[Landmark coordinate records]
>>>
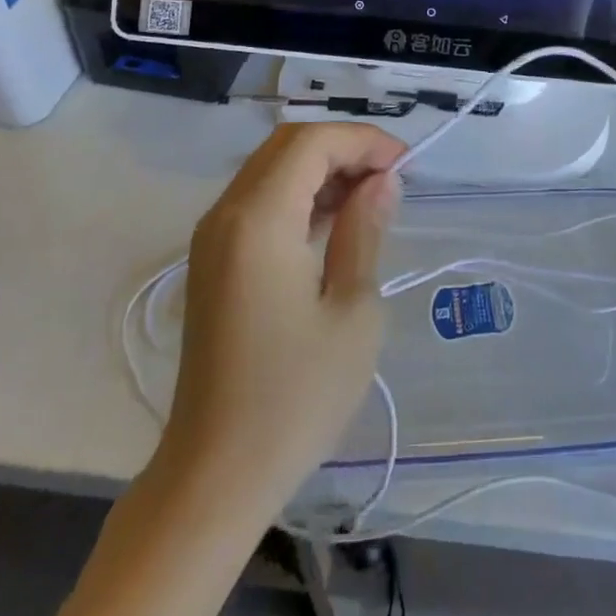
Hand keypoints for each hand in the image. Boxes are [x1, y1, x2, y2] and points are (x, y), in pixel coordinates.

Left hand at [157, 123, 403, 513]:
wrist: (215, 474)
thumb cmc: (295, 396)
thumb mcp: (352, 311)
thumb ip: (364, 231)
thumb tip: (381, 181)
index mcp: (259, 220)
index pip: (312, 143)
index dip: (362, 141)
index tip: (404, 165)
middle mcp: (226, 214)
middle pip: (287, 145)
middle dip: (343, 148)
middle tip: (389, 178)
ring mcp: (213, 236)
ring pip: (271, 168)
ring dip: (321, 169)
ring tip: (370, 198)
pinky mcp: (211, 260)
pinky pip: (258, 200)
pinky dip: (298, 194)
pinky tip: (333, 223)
<<<
PROBLEM DETAILS:
The records above are to be transcribed exactly, with every picture left out.

RESULT FOR THIS EXERCISE:
Hand keypoints for each hand in the image. Boxes are [x1, y1, x2, y2] and points are (x, y), in pixel coordinates.

Left hand at [157, 123, 403, 513]:
wrist: (215, 474)
thumb cmc: (295, 396)
thumb mcp: (352, 311)
thumb ip: (364, 231)
thumb tip: (381, 181)
index mcp: (259, 220)
index pip: (312, 143)
index dip: (362, 141)
index tip: (404, 165)
middle mcp: (226, 214)
middle pip: (287, 145)
middle dip: (343, 148)
middle tip: (389, 178)
ring mcp: (213, 236)
ring pip: (271, 168)
ring dip: (321, 169)
ring tip: (370, 198)
pinky mcp: (211, 260)
pinky pip: (258, 200)
pinky dip: (298, 194)
pinky tip: (333, 223)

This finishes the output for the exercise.